## Exercise aim:
Exclude the images and repeat all remaining entries exactly.

## Entries provided:
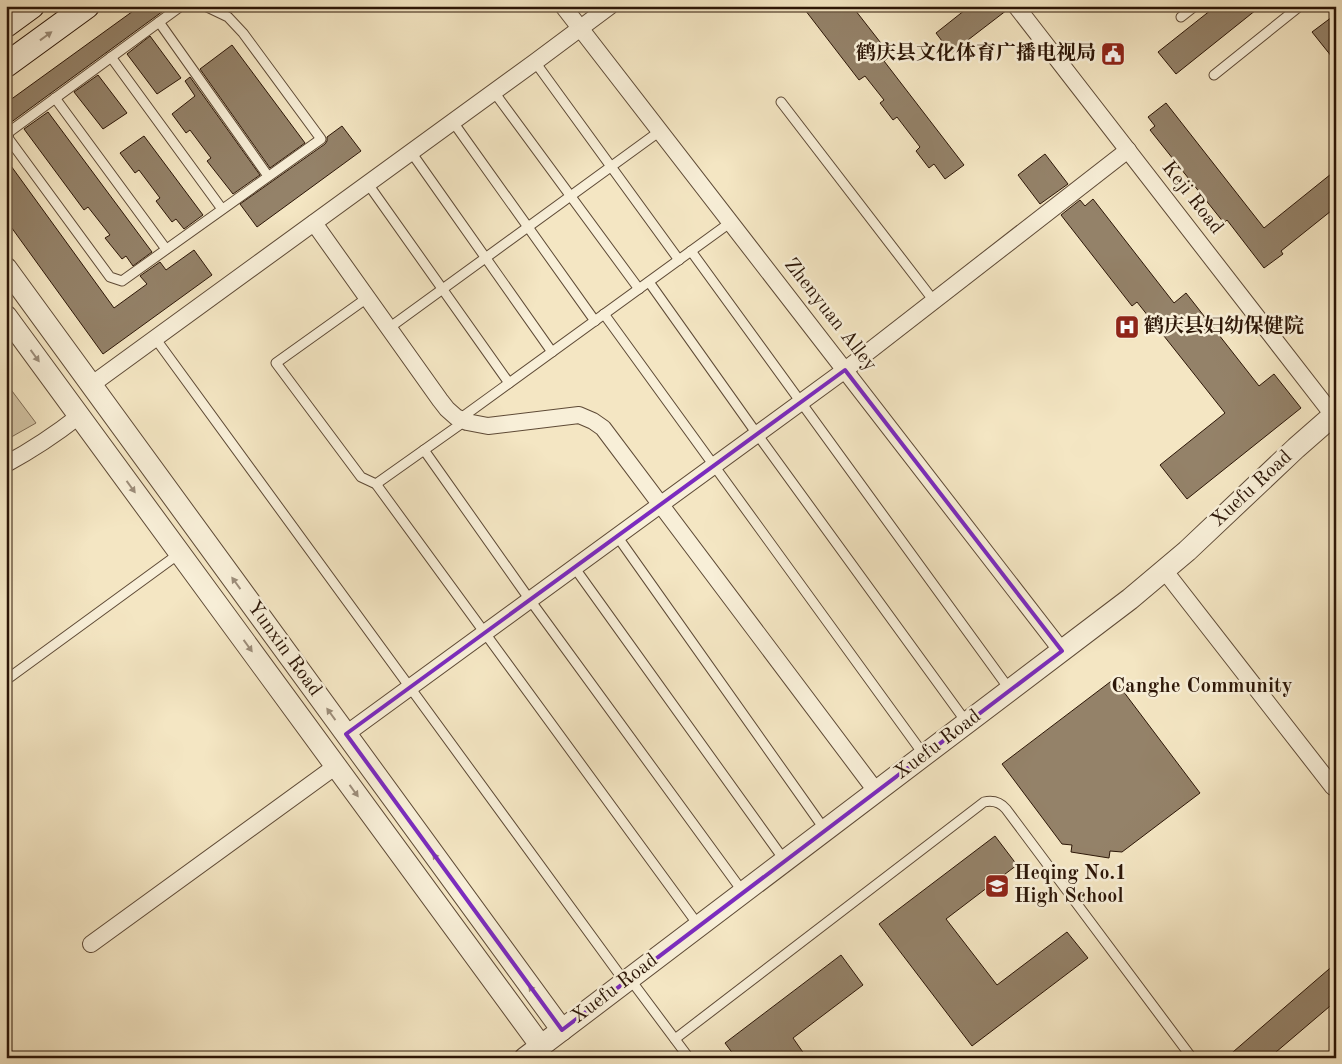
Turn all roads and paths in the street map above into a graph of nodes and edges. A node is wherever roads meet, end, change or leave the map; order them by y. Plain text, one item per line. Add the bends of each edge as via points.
1 (32, 6) edge
2 (87, 6) edge
3 (181, 6) edge
4 (205, 6) edge
5 (563, 6) edge
6 (610, 6) edge
7 (1016, 6) edge
8 (1195, 6) edge
9 (1300, 6) edge
10 (1181, 17) dead end
11 (159, 22) junction
12 (6, 25) edge
13 (581, 29) junction
14 (111, 57) junction
15 (535, 62) junction
16 (6, 65) edge
17 (1214, 75) dead end
18 (494, 92) junction
19 (55, 98) junction
20 (781, 102) dead end
21 (453, 122) junction
22 (660, 131) junction
23 (1128, 150) junction
24 (411, 152) junction
25 (611, 166) junction
26 (268, 176) junction
27 (368, 184) junction
28 (571, 196) junction
29 (222, 209) junction
30 (731, 222) junction
31 (314, 223) junction
32 (528, 227) junction
33 (166, 249) junction
34 (691, 251) junction
35 (486, 258) junction
36 (679, 260) junction
37 (6, 268) edge
38 (649, 282) junction
39 (442, 289) junction
40 (639, 289) junction
41 (367, 298) junction
42 (934, 300) junction
43 (604, 314) junction
44 (6, 316) edge
45 (595, 321) junction
46 (388, 328) junction
47 (155, 338) junction
48 (552, 352) junction
49 (845, 370) junction
50 (509, 383) junction
51 (91, 384) junction
52 (801, 402) junction
53 (1335, 414) edge
54 (79, 416) junction
55 (463, 420) junction
56 (757, 434) junction
57 (424, 450) junction
58 (6, 464) edge
59 (714, 466) junction
60 (376, 484) junction
61 (662, 504) junction
62 (617, 536) junction
63 (180, 553) junction
64 (574, 567) junction
65 (1164, 570) junction
66 (530, 600) junction
67 (485, 632) junction
68 (1062, 651) junction
69 (6, 680) edge
70 (410, 687) junction
71 (1010, 690) junction
72 (967, 723) junction
73 (346, 734) junction
74 (924, 756) junction
75 (336, 766) junction
76 (1333, 787) dead end
77 (876, 791) junction
78 (826, 830) junction
79 (785, 861) junction
80 (743, 892) junction
81 (699, 926) junction
82 (90, 944) dead end
83 (627, 980) junction
84 (562, 1030) junction
85 (675, 1039) junction
86 (533, 1052) edge
87 (689, 1058) edge
88 (1192, 1058) edge

1 - 12 main road
16 -> 2 main road
3 - 11 lane
4 - 26 lane via 228,17 243,33 321,139
5 - 13 street, Zhenyuan Alley
6 - 13 street
7 - 23 street, Keji Road
8 - 10 lane
9 - 17 lane
11 - 14 lane
11 - 26 lane
13 - 15 street
13 - 22 street, Zhenyuan Alley
14 - 19 lane
14 - 29 lane
15 - 18 street
15 - 25 lane
18 - 21 street
18 - 28 lane
19 - 33 lane
19 - 33 lane via 9,132 8,138 13,146 110,277 122,281
20 - 42 lane
21 - 24 street
21 - 32 lane
22 - 25 lane
22 - 30 street, Zhenyuan Alley
23 - 42 street
23 - 53 street, Keji Road
24 - 27 street
24 - 35 lane
25 - 28 lane
25 - 36 lane
26 - 29 lane
27 - 31 street
27 - 39 lane
28 - 32 lane
28 - 40 lane
29 - 33 lane
30 - 34 lane
30 - 49 street, Zhenyuan Alley
31 - 41 street
31 - 47 street
32 - 35 lane
32 - 45 lane
34 - 36 lane
34 - 52 lane
35 - 39 lane
35 - 48 lane
36 - 38 lane
37 - 51 street, Yunxin Road
38 - 40 lane
38 - 56 lane
39 - 46 lane
39 - 50 lane
40 - 43 lane
41 - 46 street
41 - 60 lane via 276,363 361,477
42 - 49 street
43 - 45 lane
43 - 59 lane
44 -> 54 street, Yunxin Road
45 - 48 lane
46 - 55 street via 447,410
47 - 51 street
47 - 70 lane
48 - 50 lane
49 - 52 street
49 - 68 street, Zhenyuan Alley
50 - 55 lane
73 -> 51 street, Yunxin Road
52 - 56 street
52 - 71 lane
53 - 65 street, Xuefu Road
54 - 58 street
54 -> 63 street, Yunxin Road
55 - 57 lane
55 - 61 street via 488,426 579,415 603,428
56 - 59 street
56 - 72 lane
57 - 60 lane
57 - 66 lane
59 - 61 street
59 - 74 lane
60 - 67 lane
61 - 62 street
61 - 77 street
62 - 64 street
62 - 78 lane
63 - 69 lane
63 -> 75 street, Yunxin Road
64 - 66 street
64 - 79 lane
65 - 68 street, Xuefu Road
65 - 76 street
66 - 67 street
66 - 80 lane
67 - 70 street
67 - 81 lane
68 - 71 street, Xuefu Road
70 - 73 street
70 - 83 lane
71 - 72 street, Xuefu Road
72 - 74 street, Xuefu Road
84 -> 73 street, Yunxin Road
74 - 77 street, Xuefu Road
75 - 82 street
75 -> 86 street, Yunxin Road
77 - 78 street, Xuefu Road
78 - 79 street, Xuefu Road
79 - 80 street, Xuefu Road
80 - 81 street, Xuefu Road
81 - 83 street, Xuefu Road
83 - 84 street, Xuefu Road
83 - 85 lane
84 - 86 street, Xuefu Road
85 - 87 lane
85 - 88 lane via 984,802 994,801 1003,805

## Exercise response:
Turn all roads and paths in the street map above into a graph of nodes and edges. A node is wherever roads meet, end, change or leave the map; order them by y. Plain text, one item per line. Add the bends of each edge as via points.
1 (32, 6) edge
2 (87, 6) edge
3 (181, 6) edge
4 (205, 6) edge
5 (563, 6) edge
6 (610, 6) edge
7 (1016, 6) edge
8 (1195, 6) edge
9 (1300, 6) edge
10 (1181, 17) dead end
11 (159, 22) junction
12 (6, 25) edge
13 (581, 29) junction
14 (111, 57) junction
15 (535, 62) junction
16 (6, 65) edge
17 (1214, 75) dead end
18 (494, 92) junction
19 (55, 98) junction
20 (781, 102) dead end
21 (453, 122) junction
22 (660, 131) junction
23 (1128, 150) junction
24 (411, 152) junction
25 (611, 166) junction
26 (268, 176) junction
27 (368, 184) junction
28 (571, 196) junction
29 (222, 209) junction
30 (731, 222) junction
31 (314, 223) junction
32 (528, 227) junction
33 (166, 249) junction
34 (691, 251) junction
35 (486, 258) junction
36 (679, 260) junction
37 (6, 268) edge
38 (649, 282) junction
39 (442, 289) junction
40 (639, 289) junction
41 (367, 298) junction
42 (934, 300) junction
43 (604, 314) junction
44 (6, 316) edge
45 (595, 321) junction
46 (388, 328) junction
47 (155, 338) junction
48 (552, 352) junction
49 (845, 370) junction
50 (509, 383) junction
51 (91, 384) junction
52 (801, 402) junction
53 (1335, 414) edge
54 (79, 416) junction
55 (463, 420) junction
56 (757, 434) junction
57 (424, 450) junction
58 (6, 464) edge
59 (714, 466) junction
60 (376, 484) junction
61 (662, 504) junction
62 (617, 536) junction
63 (180, 553) junction
64 (574, 567) junction
65 (1164, 570) junction
66 (530, 600) junction
67 (485, 632) junction
68 (1062, 651) junction
69 (6, 680) edge
70 (410, 687) junction
71 (1010, 690) junction
72 (967, 723) junction
73 (346, 734) junction
74 (924, 756) junction
75 (336, 766) junction
76 (1333, 787) dead end
77 (876, 791) junction
78 (826, 830) junction
79 (785, 861) junction
80 (743, 892) junction
81 (699, 926) junction
82 (90, 944) dead end
83 (627, 980) junction
84 (562, 1030) junction
85 (675, 1039) junction
86 (533, 1052) edge
87 (689, 1058) edge
88 (1192, 1058) edge

1 - 12 main road
16 -> 2 main road
3 - 11 lane
4 - 26 lane via 228,17 243,33 321,139
5 - 13 street, Zhenyuan Alley
6 - 13 street
7 - 23 street, Keji Road
8 - 10 lane
9 - 17 lane
11 - 14 lane
11 - 26 lane
13 - 15 street
13 - 22 street, Zhenyuan Alley
14 - 19 lane
14 - 29 lane
15 - 18 street
15 - 25 lane
18 - 21 street
18 - 28 lane
19 - 33 lane
19 - 33 lane via 9,132 8,138 13,146 110,277 122,281
20 - 42 lane
21 - 24 street
21 - 32 lane
22 - 25 lane
22 - 30 street, Zhenyuan Alley
23 - 42 street
23 - 53 street, Keji Road
24 - 27 street
24 - 35 lane
25 - 28 lane
25 - 36 lane
26 - 29 lane
27 - 31 street
27 - 39 lane
28 - 32 lane
28 - 40 lane
29 - 33 lane
30 - 34 lane
30 - 49 street, Zhenyuan Alley
31 - 41 street
31 - 47 street
32 - 35 lane
32 - 45 lane
34 - 36 lane
34 - 52 lane
35 - 39 lane
35 - 48 lane
36 - 38 lane
37 - 51 street, Yunxin Road
38 - 40 lane
38 - 56 lane
39 - 46 lane
39 - 50 lane
40 - 43 lane
41 - 46 street
41 - 60 lane via 276,363 361,477
42 - 49 street
43 - 45 lane
43 - 59 lane
44 -> 54 street, Yunxin Road
45 - 48 lane
46 - 55 street via 447,410
47 - 51 street
47 - 70 lane
48 - 50 lane
49 - 52 street
49 - 68 street, Zhenyuan Alley
50 - 55 lane
73 -> 51 street, Yunxin Road
52 - 56 street
52 - 71 lane
53 - 65 street, Xuefu Road
54 - 58 street
54 -> 63 street, Yunxin Road
55 - 57 lane
55 - 61 street via 488,426 579,415 603,428
56 - 59 street
56 - 72 lane
57 - 60 lane
57 - 66 lane
59 - 61 street
59 - 74 lane
60 - 67 lane
61 - 62 street
61 - 77 street
62 - 64 street
62 - 78 lane
63 - 69 lane
63 -> 75 street, Yunxin Road
64 - 66 street
64 - 79 lane
65 - 68 street, Xuefu Road
65 - 76 street
66 - 67 street
66 - 80 lane
67 - 70 street
67 - 81 lane
68 - 71 street, Xuefu Road
70 - 73 street
70 - 83 lane
71 - 72 street, Xuefu Road
72 - 74 street, Xuefu Road
84 -> 73 street, Yunxin Road
74 - 77 street, Xuefu Road
75 - 82 street
75 -> 86 street, Yunxin Road
77 - 78 street, Xuefu Road
78 - 79 street, Xuefu Road
79 - 80 street, Xuefu Road
80 - 81 street, Xuefu Road
81 - 83 street, Xuefu Road
83 - 84 street, Xuefu Road
83 - 85 lane
84 - 86 street, Xuefu Road
85 - 87 lane
85 - 88 lane via 984,802 994,801 1003,805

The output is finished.